8. The water purifier with disinfection function according to claim 7, characterized in that: The top wall of the water storage tank (10) has a partially recessed mounting groove (120) and a cover (13) that covers the top opening of the mounting groove (120). The drive motor (4) is located in the mounting groove (120), and the output shaft (41) of the drive motor (4) passes through the bottom wall of the mounting groove (120) and is connected to the reflector.
9. The water purifier with disinfection function according to claim 8, characterized in that: The bottom wall of the mounting groove (120) is provided with a first mounting hole that runs vertically through it. A sealing sleeve (121) is provided at the first mounting hole, and the output shaft (41) of the drive motor (4) passes through the sealing sleeve (121).
10. The water purifier with disinfection function according to claim 8, characterized in that: The water storage tank (10) includes a tank body (11) with an open top and a cover (12) that is detachably fitted onto the tank body (11), and the cover (12) has the mounting groove (120) formed thereon.
11. The water purifier with disinfection function according to claim 4, characterized in that: The lower end of the ultraviolet lamp (2) is fixed on the bottom wall of the water storage tank (10), and the ultraviolet lamp (2) extends from bottom to top to the location of the top wall of the water storage tank (10).

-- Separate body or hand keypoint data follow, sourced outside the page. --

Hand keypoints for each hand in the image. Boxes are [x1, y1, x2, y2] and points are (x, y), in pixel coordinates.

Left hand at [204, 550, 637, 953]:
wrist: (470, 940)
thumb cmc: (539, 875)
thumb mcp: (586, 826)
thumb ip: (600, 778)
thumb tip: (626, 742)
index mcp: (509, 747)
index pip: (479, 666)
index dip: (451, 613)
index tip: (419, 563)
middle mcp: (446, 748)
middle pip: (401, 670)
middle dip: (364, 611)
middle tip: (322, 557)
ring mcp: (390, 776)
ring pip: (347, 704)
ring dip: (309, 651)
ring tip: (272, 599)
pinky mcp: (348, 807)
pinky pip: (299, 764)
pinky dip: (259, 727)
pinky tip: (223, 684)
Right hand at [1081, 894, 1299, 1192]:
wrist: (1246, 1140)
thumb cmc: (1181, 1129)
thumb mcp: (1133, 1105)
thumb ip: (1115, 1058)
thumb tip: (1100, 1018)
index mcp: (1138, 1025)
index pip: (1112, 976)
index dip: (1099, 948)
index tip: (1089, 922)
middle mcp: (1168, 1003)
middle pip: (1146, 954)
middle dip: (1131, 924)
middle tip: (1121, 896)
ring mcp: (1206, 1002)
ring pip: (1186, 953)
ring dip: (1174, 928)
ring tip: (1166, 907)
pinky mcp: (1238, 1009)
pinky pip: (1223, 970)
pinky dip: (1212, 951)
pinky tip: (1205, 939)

12. The water purifier with disinfection function according to claim 11, characterized in that: The bottom wall of the water storage tank (10) is provided with a second mounting hole that runs vertically through it. The bottom end of the ultraviolet lamp is installed in the second mounting hole and is provided with a wire connection end (21) that protrudes downward outward from the second mounting hole.